## Brief
Return each line in the records below that includes "Diomède".

## Provided records
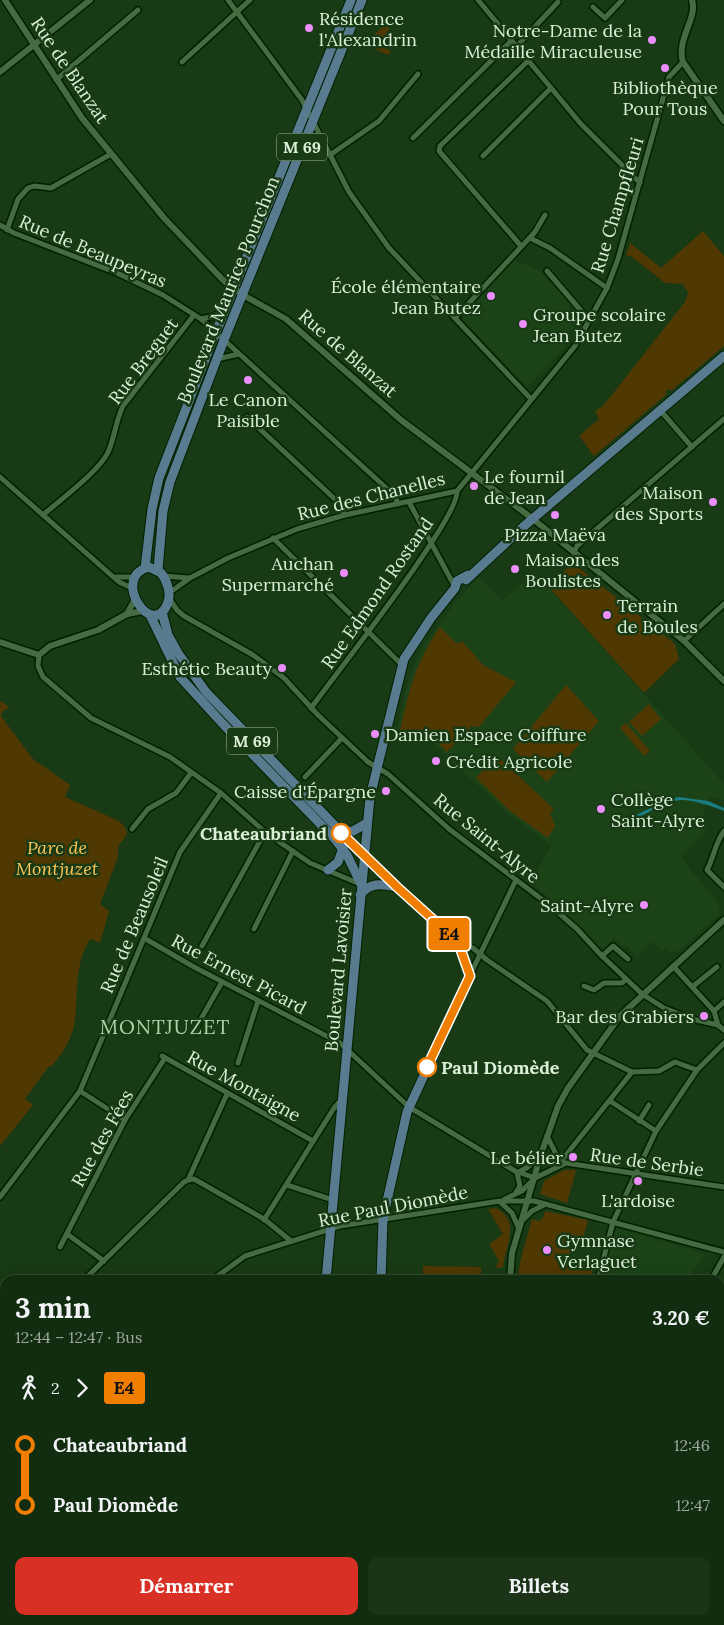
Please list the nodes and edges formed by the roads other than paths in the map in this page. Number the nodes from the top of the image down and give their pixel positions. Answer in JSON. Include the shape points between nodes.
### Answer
{"nodes":[{"id":1,"x":5,"y":0,"type":"edge"},
{"id":2,"x":90,"y":0,"type":"edge"},
{"id":3,"x":228,"y":0,"type":"edge"},
{"id":4,"x":250,"y":0,"type":"edge"},
{"id":5,"x":351,"y":0,"type":"edge"},
{"id":6,"x":362,"y":0,"type":"edge"},
{"id":7,"x":478,"y":0,"type":"edge"},
{"id":8,"x":622,"y":0,"type":"edge"},
{"id":9,"x":692,"y":0,"type":"edge"},
{"id":10,"x":558,"y":2,"type":"dead end"},
{"id":11,"x":593,"y":7,"type":"dead end"},
{"id":12,"x":138,"y":10,"type":"dead end"},
{"id":13,"x":238,"y":11,"type":"junction"},
{"id":14,"x":511,"y":41,"type":"junction"},
{"id":15,"x":34,"y":46,"type":"junction"},
{"id":16,"x":516,"y":47,"type":"junction"},
{"id":17,"x":529,"y":60,"type":"junction"},
{"id":18,"x":182,"y":62,"type":"dead end"},
{"id":19,"x":682,"y":62,"type":"junction"},
{"id":20,"x":0,"y":72,"type":"edge"},
{"id":21,"x":418,"y":74,"type":"dead end"},
{"id":22,"x":56,"y":80,"type":"junction"},
{"id":23,"x":551,"y":88,"type":"junction"},
{"id":24,"x":307,"y":109,"type":"junction"},
{"id":25,"x":313,"y":120,"type":"junction"},
{"id":26,"x":724,"y":121,"type":"edge"},
{"id":27,"x":413,"y":138,"type":"dead end"},
{"id":28,"x":111,"y":154,"type":"junction"},
{"id":29,"x":330,"y":155,"type":"junction"},
{"id":30,"x":483,"y":156,"type":"dead end"},
{"id":31,"x":640,"y":183,"type":"junction"},
{"id":32,"x":546,"y":214,"type":"dead end"},
{"id":33,"x":0,"y":225,"type":"edge"},
{"id":34,"x":8,"y":230,"type":"junction"},
{"id":35,"x":530,"y":238,"type":"junction"},
{"id":36,"x":521,"y":246,"type":"junction"},
{"id":37,"x":547,"y":271,"type":"dead end"},
{"id":38,"x":607,"y":288,"type":"junction"},
{"id":39,"x":234,"y":289,"type":"junction"},
{"id":40,"x":243,"y":295,"type":"junction"},
{"id":41,"x":226,"y":307,"type":"junction"},
{"id":42,"x":194,"y":315,"type":"junction"},
{"id":43,"x":455,"y":318,"type":"junction"},
{"id":44,"x":201,"y":319,"type":"junction"},
{"id":45,"x":589,"y":320,"type":"junction"},
{"id":46,"x":216,"y":332,"type":"junction"},
{"id":47,"x":224,"y":340,"type":"junction"},
{"id":48,"x":239,"y":354,"type":"junction"},
{"id":49,"x":724,"y":356,"type":"edge"},
{"id":50,"x":217,"y":360,"type":"junction"},
{"id":51,"x":531,"y":399,"type":"junction"},
{"id":52,"x":660,"y":410,"type":"junction"},
{"id":53,"x":247,"y":417,"type":"dead end"},
{"id":54,"x":724,"y":419,"type":"edge"},
{"id":55,"x":692,"y":447,"type":"junction"},
{"id":56,"x":472,"y":473,"type":"junction"},
{"id":57,"x":0,"y":477,"type":"edge"},
{"id":58,"x":457,"y":491,"type":"junction"},
{"id":59,"x":409,"y":502,"type":"junction"},
{"id":60,"x":398,"y":504,"type":"junction"},
{"id":61,"x":43,"y":515,"type":"junction"},
{"id":62,"x":344,"y":515,"type":"junction"},
{"id":63,"x":533,"y":519,"type":"junction"},
{"id":64,"x":272,"y":538,"type":"junction"},
{"id":65,"x":431,"y":544,"type":"junction"},
{"id":66,"x":574,"y":552,"type":"junction"},
{"id":67,"x":144,"y":568,"type":"junction"},
{"id":68,"x":161,"y":573,"type":"junction"},
{"id":69,"x":116,"y":577,"type":"junction"},
{"id":70,"x":135,"y":577,"type":"junction"},
{"id":71,"x":190,"y":578,"type":"junction"},
{"id":72,"x":455,"y":588,"type":"junction"},
{"id":73,"x":134,"y":594,"type":"junction"},
{"id":74,"x":169,"y":596,"type":"junction"},
{"id":75,"x":724,"y":604,"type":"edge"},
{"id":76,"x":163,"y":610,"type":"junction"},
{"id":77,"x":177,"y":610,"type":"junction"},
{"id":78,"x":146,"y":613,"type":"junction"},
{"id":79,"x":127,"y":614,"type":"junction"},
{"id":80,"x":367,"y":632,"type":"junction"},
{"id":81,"x":684,"y":641,"type":"junction"},
{"id":82,"x":0,"y":642,"type":"edge"},
{"id":83,"x":39,"y":655,"type":"junction"},
{"id":84,"x":404,"y":666,"type":"junction"},
{"id":85,"x":724,"y":681,"type":"edge"},
{"id":86,"x":311,"y":708,"type":"junction"},
{"id":87,"x":342,"y":738,"type":"junction"},
{"id":88,"x":378,"y":768,"type":"junction"},
{"id":89,"x":191,"y":773,"type":"junction"},
{"id":90,"x":305,"y":777,"type":"dead end"},
{"id":91,"x":221,"y":793,"type":"junction"},
{"id":92,"x":367,"y":823,"type":"junction"},
{"id":93,"x":132,"y":829,"type":"dead end"},
{"id":94,"x":724,"y":831,"type":"edge"},
{"id":95,"x":265,"y":832,"type":"junction"},
{"id":96,"x":340,"y":832,"type":"junction"},
{"id":97,"x":343,"y":848,"type":"junction"},
{"id":98,"x":293,"y":851,"type":"junction"},
{"id":99,"x":364,"y":856,"type":"junction"},
{"id":100,"x":328,"y":870,"type":"junction"},
{"id":101,"x":516,"y":880,"type":"junction"},
{"id":102,"x":361,"y":884,"type":"junction"},
{"id":103,"x":397,"y":887,"type":"junction"},
{"id":104,"x":724,"y":887,"type":"edge"},
{"id":105,"x":360,"y":894,"type":"junction"},
{"id":106,"x":724,"y":920,"type":"edge"},
{"id":107,"x":254,"y":929,"type":"dead end"},
{"id":108,"x":144,"y":938,"type":"junction"},
{"id":109,"x":458,"y":942,"type":"junction"},
{"id":110,"x":202,"y":946,"type":"dead end"},
{"id":111,"x":480,"y":953,"type":"junction"},
{"id":112,"x":602,"y":956,"type":"junction"},
{"id":113,"x":628,"y":959,"type":"dead end"},
{"id":114,"x":673,"y":966,"type":"junction"},
{"id":115,"x":717,"y":967,"type":"dead end"},
{"id":116,"x":470,"y":976,"type":"junction"},
{"id":117,"x":626,"y":979,"type":"junction"},
{"id":118,"x":222,"y":982,"type":"junction"},
{"id":119,"x":584,"y":986,"type":"dead end"},
{"id":120,"x":692,"y":987,"type":"junction"},
{"id":121,"x":642,"y":994,"type":"junction"},
{"id":122,"x":258,"y":1001,"type":"junction"},
{"id":123,"x":724,"y":1002,"type":"edge"},
{"id":124,"x":714,"y":1011,"type":"junction"},
{"id":125,"x":718,"y":1025,"type":"junction"},
{"id":126,"x":724,"y":1030,"type":"edge"},
{"id":127,"x":196,"y":1033,"type":"dead end"},
{"id":128,"x":724,"y":1044,"type":"edge"},
{"id":129,"x":347,"y":1049,"type":"junction"},
{"id":130,"x":594,"y":1053,"type":"junction"},
{"id":131,"x":163,"y":1057,"type":"joint"},
{"id":132,"x":238,"y":1063,"type":"dead end"},
{"id":133,"x":697,"y":1070,"type":"junction"},
{"id":134,"x":632,"y":1072,"type":"junction"},
{"id":135,"x":80,"y":1091,"type":"junction"},
{"id":136,"x":227,"y":1094,"type":"junction"},
{"id":137,"x":342,"y":1099,"type":"junction"},
{"id":138,"x":610,"y":1101,"type":"junction"},
{"id":139,"x":649,"y":1105,"type":"dead end"},
{"id":140,"x":409,"y":1107,"type":"junction"},
{"id":141,"x":125,"y":1120,"type":"junction"},
{"id":142,"x":639,"y":1121,"type":"junction"},
{"id":143,"x":656,"y":1131,"type":"junction"},
{"id":144,"x":547,"y":1136,"type":"junction"},
{"id":145,"x":313,"y":1141,"type":"junction"},
{"id":146,"x":541,"y":1154,"type":"junction"},
{"id":147,"x":564,"y":1162,"type":"junction"},
{"id":148,"x":517,"y":1173,"type":"junction"},
{"id":149,"x":636,"y":1174,"type":"junction"},
{"id":150,"x":535,"y":1178,"type":"junction"},
{"id":151,"x":188,"y":1180,"type":"junction"},
{"id":152,"x":287,"y":1185,"type":"junction"},
{"id":153,"x":724,"y":1187,"type":"edge"},
{"id":154,"x":515,"y":1195,"type":"junction"},
{"id":155,"x":0,"y":1197,"type":"edge"},
{"id":156,"x":333,"y":1200,"type":"junction"},
{"id":157,"x":528,"y":1200,"type":"junction"},
{"id":158,"x":500,"y":1201,"type":"junction"},
{"id":159,"x":548,"y":1204,"type":"junction"},
{"id":160,"x":384,"y":1218,"type":"junction"},
{"id":161,"x":264,"y":1220,"type":"junction"},
{"id":162,"x":522,"y":1220,"type":"junction"},
{"id":163,"x":612,"y":1222,"type":"junction"},
{"id":164,"x":331,"y":1229,"type":"junction"},
{"id":165,"x":519,"y":1229,"type":"junction"},
{"id":166,"x":67,"y":1234,"type":"junction"},
{"id":167,"x":291,"y":1241,"type":"junction"},
{"id":168,"x":60,"y":1247,"type":"dead end"},
{"id":169,"x":724,"y":1252,"type":"edge"},
{"id":170,"x":724,"y":1257,"type":"edge"},
{"id":171,"x":104,"y":1261,"type":"junction"},
{"id":172,"x":89,"y":1275,"type":"edge"},
{"id":173,"x":219,"y":1275,"type":"edge"},
{"id":174,"x":326,"y":1275,"type":"edge"},
{"id":175,"x":381,"y":1275,"type":"edge"},
{"id":176,"x":510,"y":1275,"type":"edge"},
{"id":177,"x":599,"y":1275,"type":"edge"},
{"id":178,"x":714,"y":1275,"type":"edge"}],
"edges":[{"from":1,"to":15,"type":"street","name":"Rue de Blanzat"},
{"from":2,"to":15,"type":"street"},
{"from":3,"to":13,"type":"street"},
{"from":4,"to":13,"type":"street"},
{"from":5,"to":24,"type":"main road","name":"Boulevard Maurice Pourchon","number":"M 69"},
{"from":6,"to":25,"type":"main road","name":"Boulevard Maurice Pourchon","number":"M 69"},
{"from":7,"to":14,"type":"street"},
{"from":8,"to":11,"type":"street","via":[[604,18]]},
{"from":9,"to":19,"type":"street","via":[[694,9],[681,46]]},
{"from":10,"to":16,"type":"street"},
{"from":12,"to":22,"type":"street"},
{"from":13,"to":18,"type":"street"},
{"from":13,"to":24,"type":"street"},
{"from":14,"to":16,"type":"street"},
{"from":14,"to":27,"type":"street"},
{"from":15,"to":20,"type":"street"},
{"from":15,"to":22,"type":"street","name":"Rue de Blanzat"},
{"from":16,"to":17,"type":"street"},
{"from":17,"to":23,"type":"street"},
{"from":17,"to":36,"type":"street","via":[[440,146],[439,151]]},
{"from":19,"to":26,"type":"street"},
{"from":19,"to":31,"type":"street","name":"Rue Champfleuri","via":[[669,78]]},
{"from":21,"to":29,"type":"street","via":[[379,121]]},
{"from":22,"to":28,"type":"street","name":"Rue de Blanzat"},
{"from":23,"to":30,"type":"street"},
{"from":23,"to":31,"type":"street"},
{"from":24,"to":25,"type":"street"},
{"from":24,"to":39,"type":"main road","name":"Boulevard Maurice Pourchon","number":"M 69"},
{"from":25,"to":29,"type":"street"},
{"from":25,"to":40,"type":"main road","name":"Boulevard Maurice Pourchon","number":"M 69"},
{"from":28,"to":34,"type":"street","via":[[51,188],[28,188],[18,199]]},
{"from":28,"to":39,"type":"street","name":"Rue de Blanzat","via":[[169,224]]},
{"from":29,"to":43,"type":"street","via":[[349,192],[389,248]]},
{"from":31,"to":38,"type":"street","name":"Rue Champfleuri","via":[[615,271]]},
{"from":32,"to":35,"type":"street"},
{"from":33,"to":34,"type":"street","name":"Rue de Beaupeyras"},
{"from":34,"to":42,"type":"street","name":"Rue de Beaupeyras","via":[[117,273],[163,295]]},
{"from":35,"to":36,"type":"street"},
{"from":35,"to":38,"type":"street","via":[[550,248]]},
{"from":36,"to":43,"type":"street"},
{"from":37,"to":45,"type":"street"},
{"from":38,"to":45,"type":"street","name":"Rue Champfleuri"},
{"from":39,"to":40,"type":"street","name":"Rue de Blanzat"},
{"from":39,"to":41,"type":"main road","name":"Boulevard Maurice Pourchon","number":"M 69"},
{"from":40,"to":47,"type":"main road","name":"Boulevard Maurice Pourchon","number":"M 69"},
{"from":40,"to":56,"type":"street","name":"Rue de Blanzat","via":[[286,319],[392,412]]},
{"from":41,"to":44,"type":"street","via":[[216,316]]},
{"from":41,"to":46,"type":"main road","name":"Boulevard Maurice Pourchon","number":"M 69"},
{"from":42,"to":44,"type":"street","name":"Rue de Beaupeyras"},
{"from":42,"to":61,"type":"street","name":"Rue Breguet","via":[[123,406],[102,462]]},
{"from":43,"to":51,"type":"street"},
{"from":44,"to":46,"type":"street","name":"Rue de Beaupeyras"},
{"from":45,"to":51,"type":"street","name":"Rue Champfleuri","via":[[575,346]]},
{"from":46,"to":47,"type":"street","name":"Rue de Beaupeyras"},
{"from":46,"to":67,"type":"main road","name":"Boulevard Maurice Pourchon","number":"M 69","via":[[159,478]]},
{"from":47,"to":48,"type":"street","name":"Rue de Beaupeyras"},
{"from":47,"to":50,"type":"main road","name":"Boulevard Maurice Pourchon","number":"M 69"},
{"from":48,"to":50,"type":"street"},
{"from":48,"to":60,"type":"street","name":"Rue de Beaupeyras","via":[[395,496]]},
{"from":49,"to":52,"type":"main road","name":"Boulevard Lavoisier"},
{"from":50,"to":68,"type":"main road","name":"Boulevard Maurice Pourchon","number":"M 69","via":[[170,482],[163,511]]},
{"from":51,"to":56,"type":"street","name":"Rue Champfleuri"},
{"from":52,"to":55,"type":"street"},
{"from":52,"to":63,"type":"main road","name":"Boulevard Lavoisier"},
{"from":53,"to":62,"type":"street","via":[[339,503]]},
{"from":54,"to":55,"type":"street"},
{"from":55,"to":66,"type":"street"},
{"from":56,"to":58,"type":"street","name":"Rue des Chanelles"},
{"from":56,"to":63,"type":"street","name":"Rue de Blanzat"},
{"from":57,"to":61,"type":"street"},
{"from":58,"to":59,"type":"street","name":"Rue des Chanelles"},
{"from":58,"to":65,"type":"street","name":"Rue Edmond Rostand","via":[[457,501]]},
{"from":59,"to":60,"type":"street","name":"Rue des Chanelles"},
{"from":59,"to":65,"type":"street"},
{"from":60,"to":62,"type":"street","name":"Rue des Chanelles"},
{"from":61,"to":69,"type":"street"},
{"from":62,"to":64,"type":"street","name":"Rue des Chanelles"},
{"from":63,"to":66,"type":"street","name":"Rue de Blanzat"},
{"from":63,"to":72,"type":"main road","name":"Boulevard Lavoisier"},
{"from":64,"to":71,"type":"street","name":"Rue des Chanelles"},
{"from":64,"to":80,"type":"street"},
{"from":65,"to":72,"type":"street"},
{"from":65,"to":80,"type":"street","name":"Rue Edmond Rostand"},
{"from":66,"to":81,"type":"street","name":"Rue de Blanzat"},
{"from":67,"to":68,"type":"main road"},
{"from":67,"to":70,"type":"main road"},
{"from":68,"to":71,"type":"street"},
{"from":68,"to":74,"type":"main road"},
{"from":69,"to":70,"type":"street"},
{"from":69,"to":73,"type":"street"},
{"from":70,"to":73,"type":"main road"},
{"from":71,"to":74,"type":"street","name":"Rue des Chanelles"},
{"from":72,"to":84,"type":"main road","name":"Boulevard Lavoisier","via":[[430,618],[404,659]]},
{"from":73,"to":78,"type":"main road"},
{"from":73,"to":79,"type":"street"},
{"from":74,"to":76,"type":"main road"},
{"from":74,"to":77,"type":"street"},
{"from":75,"to":81,"type":"street"},
{"from":76,"to":77,"type":"street"},
{"from":76,"to":78,"type":"main road"},
{"from":76,"to":96,"type":"main road","number":"M 69","via":[[168,635],[206,692]]},
{"from":77,"to":86,"type":"street","name":"Rue Saint-Alyre","via":[[253,655],[284,678]]},
{"from":78,"to":79,"type":"street"},
{"from":78,"to":97,"type":"main road","number":"M 69","via":[[180,676]]},
{"from":79,"to":83,"type":"street","via":[[98,630],[44,649]]},
{"from":80,"to":84,"type":"street"},
{"from":80,"to":86,"type":"street","name":"Rue Edmond Rostand"},
{"from":81,"to":85,"type":"street","name":"Rue de Blanzat"},
{"from":82,"to":83,"type":"street"},
{"from":83,"to":89,"type":"street","via":[[38,666],[43,677],[84,713],[170,757]]},
{"from":84,"to":88,"type":"main road","name":"Boulevard Lavoisier"},
{"from":86,"to":87,"type":"street","name":"Rue Saint-Alyre"},
{"from":87,"to":88,"type":"street","name":"Rue Saint-Alyre"},
{"from":87,"to":90,"type":"street"},
{"from":88,"to":92,"type":"main road","name":"Boulevard Lavoisier"},
{"from":88,"to":101,"type":"street","name":"Rue Saint-Alyre","via":[[449,829]]},
{"from":89,"to":91,"type":"street"},
{"from":89,"to":93,"type":"street","via":[[176,794],[148,809]]},
{"from":91,"to":95,"type":"street"},
{"from":91,"to":108,"type":"street","name":"Rue de Beausoleil","via":[[180,852]]},
{"from":92,"to":96,"type":"main road","via":[[353,831]]},
{"from":92,"to":99,"type":"main road","name":"Boulevard Lavoisier"},
{"from":94,"to":104,"type":"street","via":[[708,870]]},
{"from":95,"to":98,"type":"street"},
{"from":95,"to":110,"type":"street"},
{"from":96,"to":99,"type":"main road","number":"M 69"},
{"from":97,"to":100,"type":"main road","via":[[338,862]]},
{"from":97,"to":102,"type":"main road","number":"M 69"},
{"from":98,"to":100,"type":"street"},
{"from":98,"to":107,"type":"street"},
{"from":99,"to":102,"type":"main road","name":"Boulevard Lavoisier"},
{"from":99,"to":103,"type":"main road","number":"M 69"},
{"from":100,"to":102,"type":"street"},
{"from":101,"to":111,"type":"street"},
{"from":101,"to":112,"type":"street","name":"Rue Saint-Alyre","via":[[577,929]]},
{"from":102,"to":105,"type":"main road","name":"Boulevard Lavoisier"},
{"from":103,"to":105,"type":"main road","via":[[376,884]]},
{"from":103,"to":109,"type":"main road","number":"M 69"},
{"from":105,"to":129,"type":"main road","name":"Boulevard Lavoisier"},
{"from":106,"to":114,"type":"street"},
{"from":108,"to":118,"type":"street","name":"Rue Ernest Picard"},
{"from":108,"to":135,"type":"street","name":"Rue de Beausoleil"},
{"from":109,"to":111,"type":"street"},
{"from":109,"to":116,"type":"main road","number":"M 69"},
{"from":111,"to":116,"type":"street"},
{"from":111,"to":130,"type":"street","via":[[547,1001],[583,1046]]},
{"from":112,"to":113,"type":"street","via":[[613,946]]},
{"from":112,"to":117,"type":"street","name":"Rue Saint-Alyre"},
{"from":114,"to":120,"type":"street"},
{"from":114,"to":121,"type":"street"},
{"from":115,"to":120,"type":"street"},
{"from":116,"to":140,"type":"main road"},
{"from":117,"to":119,"type":"street","via":[[622,983],[604,983],[594,990]]},
{"from":117,"to":121,"type":"street","name":"Rue Saint-Alyre"},
{"from":118,"to":122,"type":"street","name":"Rue Ernest Picard"},
{"from":118,"to":127,"type":"street"},
{"from":120,"to":124,"type":"street"},
{"from":121,"to":125,"type":"street","name":"Rue Saint-Alyre","via":[[664,1008]]},
{"from":121,"to":130,"type":"street","via":[[620,1016]]},
{"from":122,"to":129,"type":"street","name":"Rue Ernest Picard"},
{"from":122,"to":132,"type":"street"},
{"from":123,"to":124,"type":"street"},
{"from":124,"to":125,"type":"street"},
{"from":125,"to":126,"type":"street","name":"Rue Saint-Alyre"},
{"from":128,"to":133,"type":"street"},
{"from":129,"to":137,"type":"main road","name":"Boulevard Lavoisier"},
{"from":129,"to":140,"type":"street","name":"Rue Ernest Picard"},
{"from":130,"to":134,"type":"street"},
{"from":130,"to":144,"type":"street","via":[[558,1106]]},
{"from":131,"to":136,"type":"street","name":"Rue Montaigne"},
{"from":131,"to":141,"type":"street","name":"Rue des Fées"},
{"from":133,"to":134,"type":"street","via":[[676,1062],[659,1071]]},
{"from":133,"to":143,"type":"street"},
{"from":134,"to":138,"type":"street"},
{"from":135,"to":141,"type":"street"},
{"from":135,"to":155,"type":"street","name":"Rue de Beausoleil"},
{"from":136,"to":145,"type":"street","name":"Rue Montaigne"},
{"from":136,"to":151,"type":"street"},
{"from":137,"to":145,"type":"street"},
{"from":137,"to":156,"type":"main road","name":"Boulevard Lavoisier"},
{"from":138,"to":142,"type":"street"},
{"from":138,"to":147,"type":"street"},
{"from":139,"to":142,"type":"street"},
{"from":140,"to":148,"type":"street","name":"Rue Ernest Picard"},
{"from":140,"to":160,"type":"main road"},
{"from":141,"to":166,"type":"street","name":"Rue des Fées"},
{"from":142,"to":143,"type":"street"},
{"from":143,"to":149,"type":"street"},
{"from":144,"to":146,"type":"street"},
{"from":144,"to":147,"type":"street"},
{"from":145,"to":152,"type":"street"},
{"from":146,"to":148,"type":"street"},
{"from":146,"to":150,"type":"street"},
{"from":147,"to":149,"type":"street","name":"Rue de Serbie"},
{"from":147,"to":150,"type":"street","name":"Rue de Serbie"},
{"from":148,"to":150,"type":"street","name":"Rue Ernest Picard"},
{"from":148,"to":154,"type":"street","via":[[520,1186]]},
{"from":149,"to":153,"type":"street","name":"Rue de Serbie"},
{"from":149,"to":163,"type":"street"},
{"from":150,"to":154,"type":"street","name":"Rue Paul Diomède"},
{"from":150,"to":157,"type":"street"},
{"from":151,"to":161,"type":"street","via":[[194,1179]]},
{"from":151,"to":171,"type":"street"},
{"from":152,"to":156,"type":"street"},
{"from":152,"to":161,"type":"street"},
{"from":154,"to":158,"type":"street","name":"Rue Paul Diomède"},
{"from":156,"to":164,"type":"main road","name":"Boulevard Lavoisier"},
{"from":157,"to":158,"type":"street","name":"Rue Paul Diomède"},
{"from":157,"to":159,"type":"street","name":"Rue Paul Diomède"},
{"from":157,"to":162,"type":"street"},
{"from":158,"to":160,"type":"street","name":"Rue Paul Diomède"},
{"from":158,"to":165,"type":"street","via":[[512,1213]]},
{"from":159,"to":162,"type":"street"},
{"from":159,"to":163,"type":"street","name":"Rue Paul Diomède"},
{"from":160,"to":164,"type":"street","name":"Rue Paul Diomède"},
{"from":160,"to":175,"type":"main road"},
{"from":161,"to":167,"type":"street"},
{"from":162,"to":165,"type":"street"},
{"from":163,"to":169,"type":"street","name":"Rue Paul Diomède"},
{"from":163,"to":177,"type":"street"},
{"from":164,"to":167,"type":"street","name":"Rue Paul Diomède"},
{"from":164,"to":174,"type":"main road","name":"Boulevard Lavoisier"},
{"from":165,"to":176,"type":"street"},
{"from":166,"to":168,"type":"street","name":"Rue des Fées"},
{"from":166,"to":171,"type":"street"},
{"from":167,"to":173,"type":"street","name":"Rue Paul Diomède","via":[[245,1256]]},
{"from":170,"to":178,"type":"street"},
{"from":171,"to":172,"type":"street"}]}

## Response to this exercise
{"from":150,"to":154,"type":"street","name":"Rue Paul Diomède"},
{"from":154,"to":158,"type":"street","name":"Rue Paul Diomède"},
{"from":157,"to":158,"type":"street","name":"Rue Paul Diomède"},
{"from":157,"to":159,"type":"street","name":"Rue Paul Diomède"},
{"from":158,"to":160,"type":"street","name":"Rue Paul Diomède"},
{"from":159,"to":163,"type":"street","name":"Rue Paul Diomède"},
{"from":160,"to":164,"type":"street","name":"Rue Paul Diomède"},
{"from":163,"to":169,"type":"street","name":"Rue Paul Diomède"},
{"from":164,"to":167,"type":"street","name":"Rue Paul Diomède"},
{"from":167,"to":173,"type":"street","name":"Rue Paul Diomède","via":[[245,1256]]},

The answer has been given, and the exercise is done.